I think that smoking is probably a different experience for each individual. No way to confirm anything.

For me, smoking was not so much an addiction to nicotine as it was an addiction to the romantic notions of smoking perpetuated by various media. On Day Three, I was forced to confront each and every one of the notions I’d bought into and reject them one at a time. By extension, it was a process of rejecting part of myself.

I’ve been lucky enough to have never experienced amputation, but I’ve read about how amputees can still feel the amputated part of their body; what is referred to as phantom pain. The brain remembers the body part even though it doesn’t exist in physical reality. On Day Five I’m dealing with phantom pain around the part of myself that I cut loose on Day Three.

It’s a very weird feeling. I can hear the faint Siren Song of all the BS reasons I used to smoke, receding into the background, but still there.

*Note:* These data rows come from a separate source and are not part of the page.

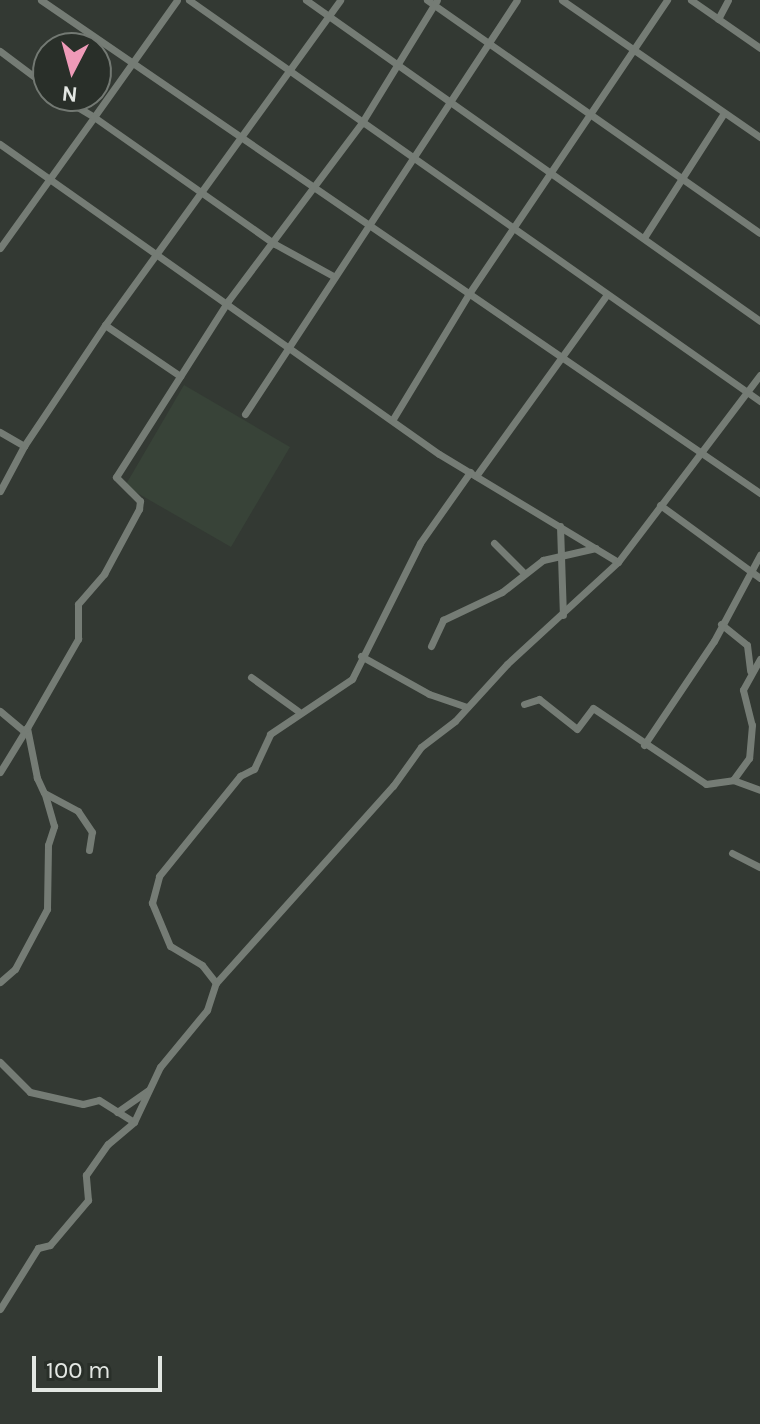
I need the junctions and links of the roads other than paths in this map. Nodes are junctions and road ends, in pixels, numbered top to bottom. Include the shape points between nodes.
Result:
1 (41, 0) edge
2 (177, 0) edge
3 (189, 0) edge
4 (306, 0) edge
5 (340, 0) edge
6 (517, 0) edge
7 (562, 0) edge
8 (667, 0) edge
9 (691, 0) edge
10 (728, 0) edge
11 (432, 1) edge
12 (329, 16) junction
13 (718, 19) junction
14 (489, 44) junction
15 (634, 46) junction
16 (760, 48) edge
17 (0, 51) edge
18 (398, 63) junction
19 (130, 66) junction
20 (290, 73) junction
21 (32, 75) edge
22 (452, 102) junction
23 (86, 112) edge
24 (724, 113) junction
25 (591, 116) junction
26 (94, 117) junction
27 (361, 124) junction
28 (241, 136) junction
29 (760, 137) edge
30 (0, 144) edge
31 (410, 157) junction
32 (554, 172) junction
33 (47, 178) junction
34 (684, 179) junction
35 (315, 187) junction
36 (201, 192) junction
37 (368, 223) junction
38 (517, 229) junction
39 (760, 233) edge
40 (645, 236) junction
41 (275, 244) junction
42 (0, 248) edge
43 (156, 252) junction
44 (335, 277) junction
45 (468, 295) junction
46 (606, 296) junction
47 (228, 301) junction
48 (760, 321) edge
49 (105, 325) junction
50 (289, 347) junction
51 (563, 354) junction
52 (760, 375) edge
53 (180, 376) junction
54 (745, 390) junction
55 (760, 401) edge
56 (245, 414) dead end
57 (393, 419) junction
58 (0, 432) edge
59 (24, 446) junction
60 (700, 450) junction
61 (473, 474) junction
62 (0, 491) edge
63 (760, 493) edge
64 (660, 505) junction
65 (560, 526) junction
66 (494, 543) dead end
67 (596, 548) junction
68 (760, 555) edge
69 (563, 556) junction
70 (618, 562) junction
71 (523, 572) junction
72 (751, 572) junction
73 (760, 578) edge
74 (563, 615) junction
75 (721, 624) junction
76 (431, 646) dead end
77 (361, 656) junction
78 (760, 659) edge
79 (750, 671) junction
80 (251, 677) dead end
81 (524, 704) dead end
82 (467, 707) junction
83 (0, 711) edge
84 (298, 711) junction
85 (760, 715) edge
86 (752, 725) junction
87 (26, 730) junction
88 (644, 745) junction
89 (0, 772) edge
90 (733, 780) junction
91 (760, 790) edge
92 (44, 793) junction
93 (89, 850) dead end
94 (732, 853) dead end
95 (760, 867) edge
96 (0, 982) edge
97 (216, 983) junction
98 (0, 1062) edge
99 (147, 1091) junction
100 (117, 1112) junction
101 (134, 1122) junction
102 (123, 1129) junction
103 (0, 1309) edge

1 - 19 street
2 - 19 street
3 - 20 street
4 - 12 street
5 - 12 street
6 - 14 street
7 - 15 street
8 - 15 street
9 - 13 street
10 - 13 street
11 - 14 street
11 - 18 street
12 - 18 street
12 - 20 street
13 - 16 street
14 - 22 street
14 - 25 street
15 - 24 street
15 - 25 street
17 - 21 street
18 - 22 street
18 - 27 street
19 - 26 street
19 - 28 street
20 - 27 street
20 - 28 street
22 - 31 street
22 - 32 street
23 - 26 street
24 - 29 street
24 - 34 street
25 - 32 street
25 - 34 street
26 - 33 street
26 - 36 street
27 - 31 street
27 - 35 street
28 - 35 street
28 - 36 street
30 - 33 street
31 - 37 street
31 - 38 street
32 - 38 street
32 - 40 street
33 - 42 street
33 - 43 street
34 - 39 street
34 - 40 street
35 - 37 street
35 - 41 street
36 - 41 street
36 - 43 street
37 - 44 street
37 - 45 street
38 - 45 street
38 - 46 street
40 - 48 street
41 - 44 street
41 - 47 street
43 - 47 street
43 - 49 street
44 - 50 street
45 - 51 street
45 - 57 street
46 - 51 street
46 - 54 street
47 - 50 street
47 - 53 street
49 - 53 street
49 - 59 street
50 - 56 street
50 - 57 street
51 - 60 street
51 - 61 street
52 - 54 street
53 - 87 street via 116,477 140,501 139,509 104,574 78,604 78,639
54 - 55 street
54 - 60 street
57 - 61 street
58 - 59 street
59 - 62 street
60 - 63 street
60 - 64 street
61 - 65 street
61 - 77 street via 420,543
64 - 70 street
64 - 72 street
65 - 67 street
65 - 69 street
66 - 71 street
67 - 69 street
67 - 70 street
68 - 72 street
69 - 71 street
69 - 74 street
70 - 74 street
71 - 76 street via 502,592 443,620
72 - 73 street
72 - 75 street
74 - 82 street
75 - 79 street via 747,645
75 - 88 street
77 - 82 street via 429,694
77 - 84 street via 351,680
78 - 79 street
79 - 86 street via 743,690
80 - 84 street
81 - 88 street via 539,699 577,729 593,708
82 - 97 street via 421,747 393,786
83 - 87 street
84 - 97 street via 270,734 254,769 240,776 180,845 156,886 154,913 170,946 202,965
85 - 86 street
86 - 90 street via 749,758
87 - 89 street
87 - 92 street
88 - 90 street via 706,784
90 - 91 street
92 - 93 street via 78,811 92,832
92 - 96 street via 54,826 48,845 47,909 15,969
94 - 95 street
97 - 99 street via 207,1010
98 - 100 street via 30,1092 83,1104 99,1100
99 - 100 street
99 - 101 street
100 - 101 street
100 - 102 street
101 - 102 street
102 - 103 street via 86,1175 88,1200 48,1247 38,1248

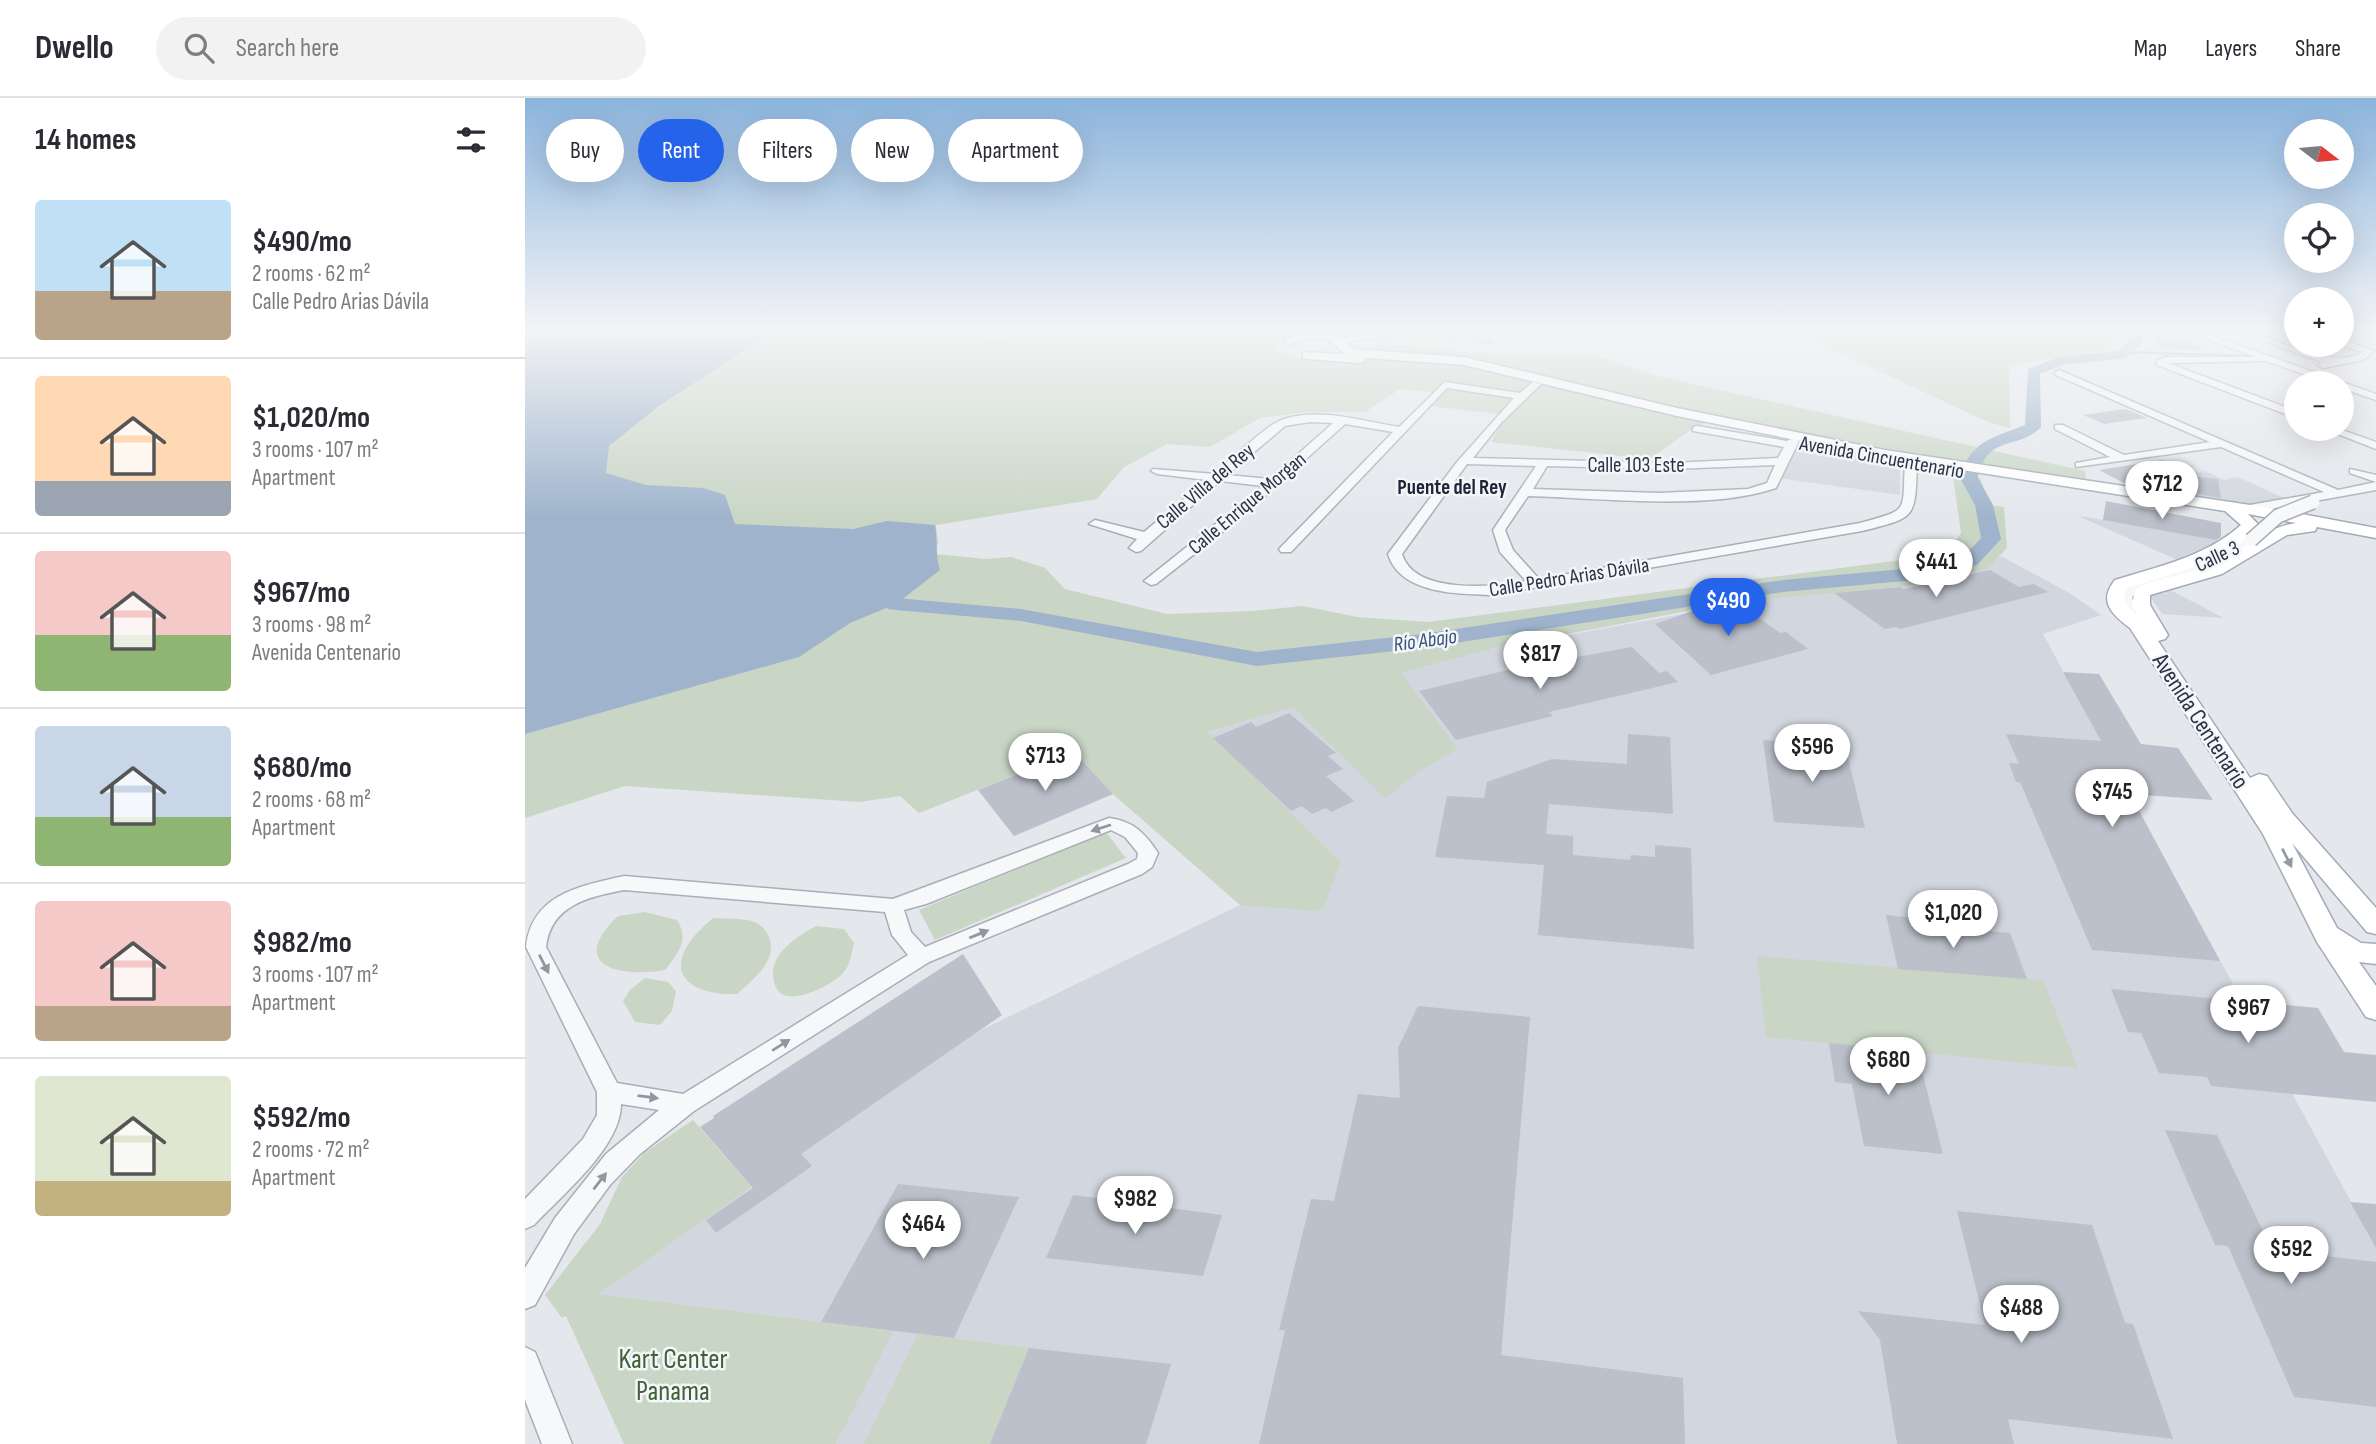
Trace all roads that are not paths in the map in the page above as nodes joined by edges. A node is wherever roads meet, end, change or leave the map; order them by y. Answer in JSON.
{"nodes":[{"id":1,"x":1436,"y":394,"type":"edge"},
{"id":2,"x":1524,"y":394,"type":"edge"},
{"id":3,"x":1580,"y":394,"type":"edge"},
{"id":4,"x":1600,"y":394,"type":"edge"},
{"id":5,"x":2107,"y":394,"type":"edge"},
{"id":6,"x":2241,"y":394,"type":"edge"},
{"id":7,"x":2284,"y":410,"type":"edge"},
{"id":8,"x":1341,"y":422,"type":"junction"},
{"id":9,"x":2059,"y":427,"type":"dead end"},
{"id":10,"x":1697,"y":429,"type":"dead end"},
{"id":11,"x":1400,"y":430,"type":"junction"},
{"id":12,"x":2354,"y":438,"type":"edge"},
{"id":13,"x":1792,"y":443,"type":"junction"},
{"id":14,"x":2222,"y":444,"type":"junction"},
{"id":15,"x":2376,"y":446,"type":"edge"},
{"id":16,"x":2123,"y":459,"type":"junction"},
{"id":17,"x":1466,"y":461,"type":"junction"},
{"id":18,"x":1781,"y":461,"type":"junction"},
{"id":19,"x":1911,"y":463,"type":"junction"},
{"id":20,"x":1543,"y":464,"type":"junction"},
{"id":21,"x":2080,"y":465,"type":"dead end"},
{"id":22,"x":1948,"y":467,"type":"junction"},
{"id":23,"x":1157,"y":471,"type":"dead end"},
{"id":24,"x":2354,"y":471,"type":"dead end"},
{"id":25,"x":1980,"y":472,"type":"joint"},
{"id":26,"x":1216,"y":477,"type":"junction"},
{"id":27,"x":2376,"y":479,"type":"edge"},
{"id":28,"x":1272,"y":484,"type":"junction"},
{"id":29,"x":2376,"y":491,"type":"edge"},
{"id":30,"x":1524,"y":492,"type":"junction"},
{"id":31,"x":2336,"y":493,"type":"junction"},
{"id":32,"x":2245,"y":521,"type":"junction"},
{"id":33,"x":1095,"y":524,"type":"dead end"},
{"id":34,"x":2289,"y":524,"type":"junction"},
{"id":35,"x":2328,"y":528,"type":"junction"},
{"id":36,"x":2376,"y":533,"type":"edge"},
{"id":37,"x":1146,"y":537,"type":"junction"},
{"id":38,"x":2376,"y":538,"type":"edge"},
{"id":39,"x":1136,"y":548,"type":"dead end"},
{"id":40,"x":1286,"y":549,"type":"dead end"},
{"id":41,"x":1151,"y":581,"type":"dead end"},
{"id":42,"x":1535,"y":583,"type":"junction"},
{"id":43,"x":2137,"y":624,"type":"junction"},
{"id":44,"x":893,"y":906,"type":"junction"},
{"id":45,"x":2376,"y":925,"type":"edge"},
{"id":46,"x":2326,"y":932,"type":"junction"},
{"id":47,"x":2376,"y":954,"type":"edge"},
{"id":48,"x":922,"y":957,"type":"junction"},
{"id":49,"x":2372,"y":993,"type":"edge"},
{"id":50,"x":609,"y":1092,"type":"junction"},
{"id":51,"x":686,"y":1104,"type":"junction"},
{"id":52,"x":525,"y":1217,"type":"edge"},
{"id":53,"x":525,"y":1296,"type":"edge"},
{"id":54,"x":525,"y":1363,"type":"edge"},
{"id":55,"x":557,"y":1444,"type":"edge"}],
"edges":[{"from":1,"to":11,"type":"street"},
{"from":2,"to":17,"type":"street"},
{"from":3,"to":13,"type":"main road","name":"Avenida Cincuentenario"},
{"from":4,"to":22,"type":"main road","name":"Avenida Cincuentenario"},
{"from":5,"to":14,"type":"street"},
{"from":6,"to":7,"type":"street"},
{"from":8,"to":11,"type":"street","name":"Calle Villa del Rey"},
{"from":8,"to":26,"type":"street","name":"Calle Villa del Rey"},
{"from":8,"to":28,"type":"street","name":"Calle Enrique Morgan"},
{"from":9,"to":16,"type":"street"},
{"from":10,"to":13,"type":"street"},
{"from":11,"to":40,"type":"street"},
{"from":12,"to":15,"type":"street"},
{"from":13,"to":18,"type":"street"},
{"from":13,"to":19,"type":"main road","name":"Avenida Cincuentenario"},
{"from":14,"to":16,"type":"street"},
{"from":14,"to":31,"type":"street"},
{"from":16,"to":21,"type":"street"},
{"from":17,"to":20,"type":"street","name":"Calle 103 Este"},
{"from":17,"to":42,"type":"street","name":"Calle Pedro Arias Dávila"},
{"from":18,"to":20,"type":"street","name":"Calle 103 Este"},
{"from":18,"to":30,"type":"street"},
{"from":19,"to":22,"type":"main road","name":"Avenida Cincuentenario"},
{"from":19,"to":42,"type":"street","name":"Calle Pedro Arias Dávila"},
{"from":20,"to":30,"type":"street"},
{"from":22,"to":25,"type":"main road","name":"Avenida Cincuentenario"},
{"from":23,"to":26,"type":"street"},
{"from":24,"to":27,"type":"street"},
{"from":25,"to":32,"type":"main road","name":"Avenida Cincuentenario"},
{"from":26,"to":28,"type":"street"},
{"from":26,"to":37,"type":"street","name":"Calle Villa del Rey"},
{"from":28,"to":41,"type":"street","name":"Calle Enrique Morgan"},
{"from":29,"to":31,"type":"street","name":"Calle 3"},
{"from":29,"to":32,"type":"street","name":"Calle 3","bridge":true},
{"from":29,"to":34,"type":"street"},
{"from":30,"to":42,"type":"street"},
{"from":31,"to":32,"type":"street","name":"Calle 3"},
{"from":32,"to":34,"type":"main road"},
{"from":32,"to":35,"type":"main road","name":"Avenida Cincuentenario"},
{"from":32,"to":43,"type":"street","name":"Calle 3"},
{"from":32,"to":43,"type":"main road","name":"Avenida Centenario"},
{"from":33,"to":37,"type":"street"},
{"from":34,"to":35,"type":"main road"},
{"from":34,"to":36,"type":"main road"},
{"from":34,"to":45,"type":"main road","name":"Avenida Centenario"},
{"from":35,"to":38,"type":"main road","name":"Avenida Cincuentenario"},
{"from":37,"to":39,"type":"street","name":"Calle Villa del Rey"},
{"from":43,"to":46,"type":"main road","name":"Avenida Centenario","one_way":true},
{"from":44,"to":48,"type":"street"},
{"from":48,"to":44,"type":"street","one_way":true},
{"from":44,"to":50,"type":"street","one_way":true},
{"from":46,"to":47,"type":"main road"},
{"from":46,"to":49,"type":"main road","name":"Avenida Centenario"},
{"from":51,"to":48,"type":"street","one_way":true},
{"from":50,"to":51,"type":"street","one_way":true},
{"from":50,"to":52,"type":"street"},
{"from":53,"to":51,"type":"street","one_way":true},
{"from":54,"to":55,"type":"street"}]}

I have this friend who still smokes and he told me that he’d quit several times; sometimes for as much as two years straight. When I asked him why he started again, he explained that it was due to international travel. He would go back to places he’d been on business and people there thought he still smoked, so they’d offer him cigarettes in bars, after they’d had a few drinks. He mistakenly thought he could have just one, in the moment, and avoid taking it up again as a habit. Wrong.

So I need to be cautious because the phantom menace is lurking out there and I don’t ever want to have to go through Day Three again. Shudder.

By the way, now that I’ve quit I promise not to turn into one of those condescending A-holes that preach to smokers about how bad it is and how easy it is to quit. For starters, I’m not going to write about it anymore on this blog, unless I succumb to the phantom menace.

Thanks to all those who offered words of encouragement the past few days. I appreciate it.